Only the lines from the one with "pinky tip: (937, 843)" to the end of the data below should be given again, exactly as written.

Pose estimation data
[Start of section]

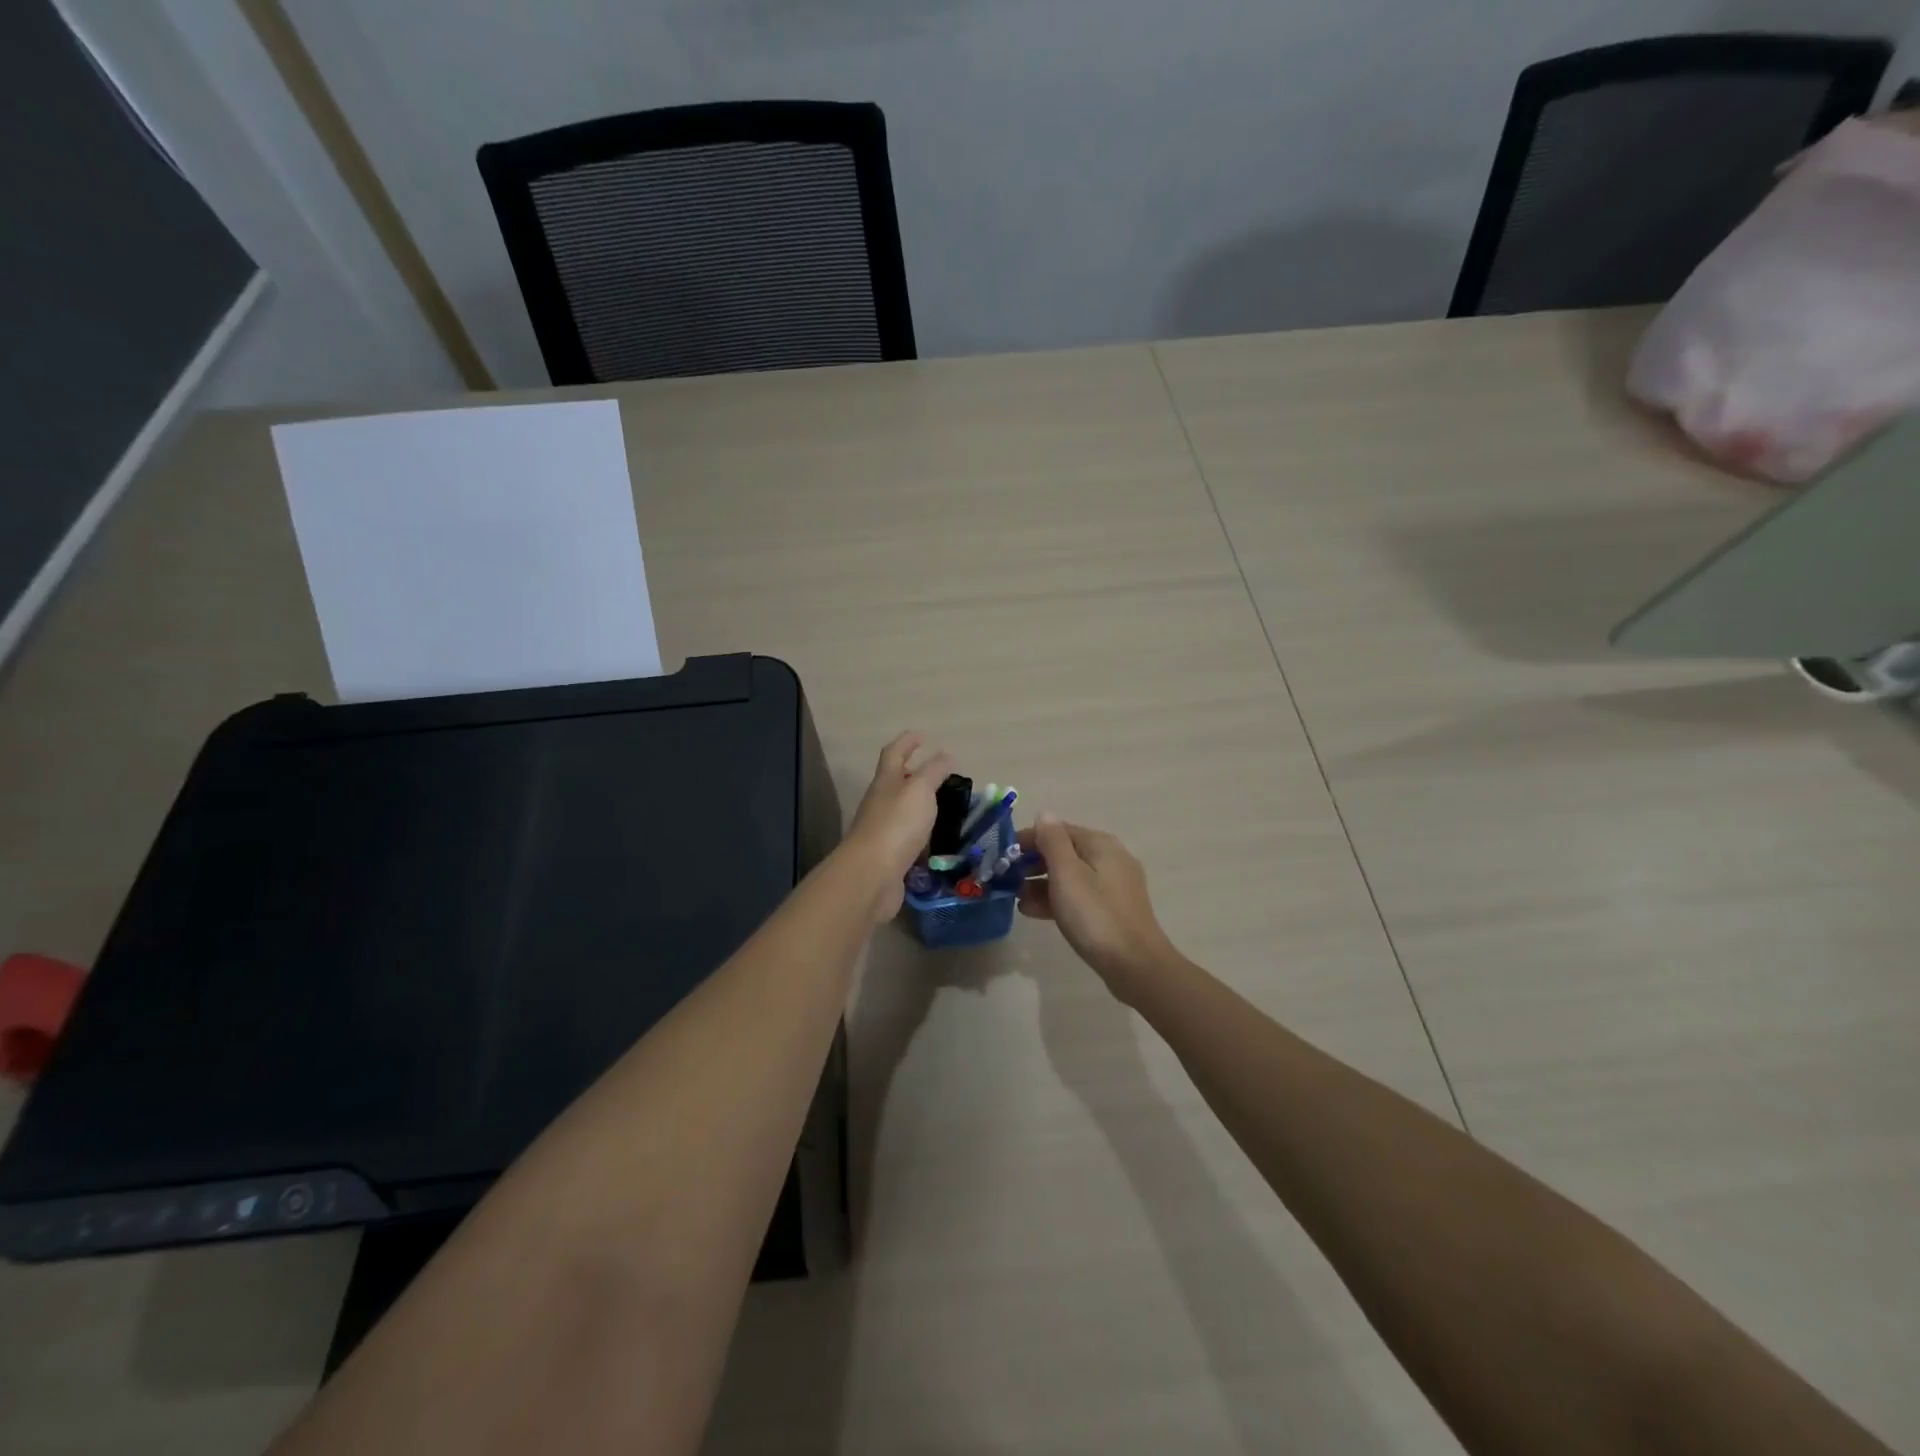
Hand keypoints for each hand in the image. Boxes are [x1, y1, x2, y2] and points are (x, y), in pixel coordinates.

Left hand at [843, 732, 953, 921]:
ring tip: (945, 808)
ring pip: (903, 812)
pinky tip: (937, 843)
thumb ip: (934, 772)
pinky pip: (908, 840)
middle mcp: (880, 803)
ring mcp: (882, 831)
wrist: (871, 875)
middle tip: (940, 775)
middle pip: (896, 782)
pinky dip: (922, 837)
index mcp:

[End of section]

TASK OUTPUT:
pinky tip: (937, 843)
thumb ip: (934, 772)
pinky pip: (908, 840)
middle mcp: (880, 803)
ring mcp: (882, 831)
wrist: (871, 875)
middle tip: (940, 775)
middle pip: (896, 782)
pinky dip: (922, 837)
index mcp:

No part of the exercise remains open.